**Task instructions**
Please find every line in the records below that contains the word "true", and copy it.

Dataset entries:

□ □ □

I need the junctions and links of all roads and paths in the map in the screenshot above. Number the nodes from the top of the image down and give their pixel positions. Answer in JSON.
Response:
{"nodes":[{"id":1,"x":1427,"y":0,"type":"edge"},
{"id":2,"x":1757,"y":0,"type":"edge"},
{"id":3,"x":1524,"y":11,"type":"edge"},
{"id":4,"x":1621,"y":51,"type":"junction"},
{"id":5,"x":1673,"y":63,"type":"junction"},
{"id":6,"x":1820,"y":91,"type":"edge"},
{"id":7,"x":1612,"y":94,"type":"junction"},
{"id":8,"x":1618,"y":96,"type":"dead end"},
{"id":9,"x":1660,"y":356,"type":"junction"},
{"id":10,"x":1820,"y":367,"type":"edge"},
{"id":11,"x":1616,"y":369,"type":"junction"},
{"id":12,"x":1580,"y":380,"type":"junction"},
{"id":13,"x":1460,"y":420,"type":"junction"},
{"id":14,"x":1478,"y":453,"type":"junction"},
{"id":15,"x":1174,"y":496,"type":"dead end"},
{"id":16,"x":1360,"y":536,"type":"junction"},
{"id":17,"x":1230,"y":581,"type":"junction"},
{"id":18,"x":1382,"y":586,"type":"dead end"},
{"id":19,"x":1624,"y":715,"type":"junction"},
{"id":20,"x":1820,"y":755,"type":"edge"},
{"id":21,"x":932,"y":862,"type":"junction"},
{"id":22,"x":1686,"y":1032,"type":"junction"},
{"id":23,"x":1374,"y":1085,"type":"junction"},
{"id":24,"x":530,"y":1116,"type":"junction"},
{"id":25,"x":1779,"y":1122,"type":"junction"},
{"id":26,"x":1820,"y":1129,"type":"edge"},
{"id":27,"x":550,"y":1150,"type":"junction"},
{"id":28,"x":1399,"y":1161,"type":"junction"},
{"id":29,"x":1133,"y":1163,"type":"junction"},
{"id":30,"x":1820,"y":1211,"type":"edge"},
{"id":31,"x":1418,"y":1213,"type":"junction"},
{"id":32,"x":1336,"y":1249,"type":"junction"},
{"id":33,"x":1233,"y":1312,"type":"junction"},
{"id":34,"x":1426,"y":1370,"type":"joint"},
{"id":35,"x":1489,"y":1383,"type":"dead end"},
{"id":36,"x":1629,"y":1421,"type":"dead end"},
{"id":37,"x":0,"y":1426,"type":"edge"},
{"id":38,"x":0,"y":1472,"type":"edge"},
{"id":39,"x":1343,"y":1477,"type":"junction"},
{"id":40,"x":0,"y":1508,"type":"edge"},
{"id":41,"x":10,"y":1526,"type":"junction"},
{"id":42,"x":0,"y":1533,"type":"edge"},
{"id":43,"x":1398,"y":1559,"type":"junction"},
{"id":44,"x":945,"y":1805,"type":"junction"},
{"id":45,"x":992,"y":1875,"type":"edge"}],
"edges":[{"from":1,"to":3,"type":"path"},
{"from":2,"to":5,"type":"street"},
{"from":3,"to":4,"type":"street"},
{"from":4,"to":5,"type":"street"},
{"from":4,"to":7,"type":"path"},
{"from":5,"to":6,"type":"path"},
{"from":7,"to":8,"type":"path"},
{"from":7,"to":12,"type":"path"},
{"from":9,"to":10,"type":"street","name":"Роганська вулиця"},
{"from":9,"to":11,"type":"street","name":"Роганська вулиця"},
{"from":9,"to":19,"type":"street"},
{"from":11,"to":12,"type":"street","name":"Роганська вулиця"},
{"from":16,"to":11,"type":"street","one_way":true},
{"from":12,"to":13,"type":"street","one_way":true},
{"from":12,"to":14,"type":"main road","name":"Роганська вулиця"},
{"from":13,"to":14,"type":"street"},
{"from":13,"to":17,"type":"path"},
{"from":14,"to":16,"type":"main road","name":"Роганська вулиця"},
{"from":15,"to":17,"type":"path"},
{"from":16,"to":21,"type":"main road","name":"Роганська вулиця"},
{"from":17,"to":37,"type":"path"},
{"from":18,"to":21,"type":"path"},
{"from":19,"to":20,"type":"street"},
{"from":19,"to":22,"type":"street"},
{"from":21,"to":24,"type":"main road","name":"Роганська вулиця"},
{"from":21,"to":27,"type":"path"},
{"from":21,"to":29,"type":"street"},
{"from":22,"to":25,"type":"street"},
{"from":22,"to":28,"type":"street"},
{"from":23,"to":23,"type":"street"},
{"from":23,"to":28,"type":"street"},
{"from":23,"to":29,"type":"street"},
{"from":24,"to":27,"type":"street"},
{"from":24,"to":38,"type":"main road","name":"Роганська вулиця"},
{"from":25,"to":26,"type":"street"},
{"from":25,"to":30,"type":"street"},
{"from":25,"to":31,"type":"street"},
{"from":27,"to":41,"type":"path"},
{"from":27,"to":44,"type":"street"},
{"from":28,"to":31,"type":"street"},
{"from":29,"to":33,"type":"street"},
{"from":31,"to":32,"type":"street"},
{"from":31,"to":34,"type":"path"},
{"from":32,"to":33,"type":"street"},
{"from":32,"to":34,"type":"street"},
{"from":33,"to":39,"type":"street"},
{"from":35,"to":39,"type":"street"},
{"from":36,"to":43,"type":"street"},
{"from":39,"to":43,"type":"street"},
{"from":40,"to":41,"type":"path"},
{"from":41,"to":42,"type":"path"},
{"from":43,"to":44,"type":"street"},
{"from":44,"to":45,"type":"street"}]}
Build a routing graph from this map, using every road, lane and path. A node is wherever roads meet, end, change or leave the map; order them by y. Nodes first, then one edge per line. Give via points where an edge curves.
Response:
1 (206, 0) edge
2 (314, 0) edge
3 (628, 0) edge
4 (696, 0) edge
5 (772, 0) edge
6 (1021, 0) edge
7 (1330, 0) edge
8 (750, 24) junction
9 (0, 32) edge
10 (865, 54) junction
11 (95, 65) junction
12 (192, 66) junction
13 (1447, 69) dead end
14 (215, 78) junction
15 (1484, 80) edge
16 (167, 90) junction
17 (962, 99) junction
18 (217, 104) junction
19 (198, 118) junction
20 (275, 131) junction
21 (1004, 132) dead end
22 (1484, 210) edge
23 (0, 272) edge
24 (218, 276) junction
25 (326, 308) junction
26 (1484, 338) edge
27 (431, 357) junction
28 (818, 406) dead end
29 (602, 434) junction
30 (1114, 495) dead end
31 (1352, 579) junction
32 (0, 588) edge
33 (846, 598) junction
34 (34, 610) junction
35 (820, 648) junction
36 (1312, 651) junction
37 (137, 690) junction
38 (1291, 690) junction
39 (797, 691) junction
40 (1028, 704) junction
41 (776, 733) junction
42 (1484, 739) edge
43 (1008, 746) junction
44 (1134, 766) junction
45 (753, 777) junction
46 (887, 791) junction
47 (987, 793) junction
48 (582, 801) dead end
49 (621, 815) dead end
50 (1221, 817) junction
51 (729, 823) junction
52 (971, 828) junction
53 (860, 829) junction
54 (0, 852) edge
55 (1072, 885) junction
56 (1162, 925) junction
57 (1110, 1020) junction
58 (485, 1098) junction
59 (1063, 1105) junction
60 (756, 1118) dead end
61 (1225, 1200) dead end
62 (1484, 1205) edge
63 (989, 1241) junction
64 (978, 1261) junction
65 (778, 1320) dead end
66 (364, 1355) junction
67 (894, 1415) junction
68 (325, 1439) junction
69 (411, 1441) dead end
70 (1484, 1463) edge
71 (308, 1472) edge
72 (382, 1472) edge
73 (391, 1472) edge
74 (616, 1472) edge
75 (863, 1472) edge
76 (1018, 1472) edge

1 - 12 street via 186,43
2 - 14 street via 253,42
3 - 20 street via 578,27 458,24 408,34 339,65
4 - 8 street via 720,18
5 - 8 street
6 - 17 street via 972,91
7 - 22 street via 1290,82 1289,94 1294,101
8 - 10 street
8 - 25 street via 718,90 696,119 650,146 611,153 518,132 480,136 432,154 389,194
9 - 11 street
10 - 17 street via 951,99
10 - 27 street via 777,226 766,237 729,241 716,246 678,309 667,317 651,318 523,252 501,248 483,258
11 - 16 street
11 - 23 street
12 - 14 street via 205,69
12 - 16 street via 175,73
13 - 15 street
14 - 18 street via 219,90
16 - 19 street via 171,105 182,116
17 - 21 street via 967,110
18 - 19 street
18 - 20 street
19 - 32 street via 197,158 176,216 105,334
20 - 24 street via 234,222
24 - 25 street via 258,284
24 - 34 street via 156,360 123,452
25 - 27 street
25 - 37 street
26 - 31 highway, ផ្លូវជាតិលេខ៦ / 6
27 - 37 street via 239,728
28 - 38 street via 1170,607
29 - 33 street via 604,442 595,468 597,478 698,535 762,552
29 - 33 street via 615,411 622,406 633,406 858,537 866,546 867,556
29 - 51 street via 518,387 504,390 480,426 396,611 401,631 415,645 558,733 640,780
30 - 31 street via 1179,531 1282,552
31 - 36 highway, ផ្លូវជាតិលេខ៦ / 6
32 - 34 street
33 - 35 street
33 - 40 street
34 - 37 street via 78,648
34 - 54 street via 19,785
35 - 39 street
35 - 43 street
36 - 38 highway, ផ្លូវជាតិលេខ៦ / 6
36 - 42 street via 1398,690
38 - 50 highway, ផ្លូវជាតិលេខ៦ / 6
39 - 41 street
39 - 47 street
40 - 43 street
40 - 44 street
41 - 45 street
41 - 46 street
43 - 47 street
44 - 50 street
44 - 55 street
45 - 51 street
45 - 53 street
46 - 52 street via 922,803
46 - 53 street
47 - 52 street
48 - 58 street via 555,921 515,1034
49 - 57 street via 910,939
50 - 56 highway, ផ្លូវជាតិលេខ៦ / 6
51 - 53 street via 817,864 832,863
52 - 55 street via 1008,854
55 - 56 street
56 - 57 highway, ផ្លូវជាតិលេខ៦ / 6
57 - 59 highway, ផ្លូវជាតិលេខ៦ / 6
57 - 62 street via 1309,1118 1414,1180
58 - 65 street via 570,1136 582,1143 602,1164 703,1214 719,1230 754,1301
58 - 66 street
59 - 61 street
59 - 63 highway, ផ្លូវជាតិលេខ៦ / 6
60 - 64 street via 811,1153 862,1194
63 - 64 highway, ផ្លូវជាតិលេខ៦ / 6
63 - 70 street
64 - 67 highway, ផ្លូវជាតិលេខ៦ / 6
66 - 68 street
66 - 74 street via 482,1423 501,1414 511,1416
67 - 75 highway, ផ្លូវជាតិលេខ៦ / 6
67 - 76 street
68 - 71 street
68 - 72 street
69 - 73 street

□ □ □

**The completed task**
{"from":16,"to":11,"type":"street","one_way":true},
{"from":12,"to":13,"type":"street","one_way":true},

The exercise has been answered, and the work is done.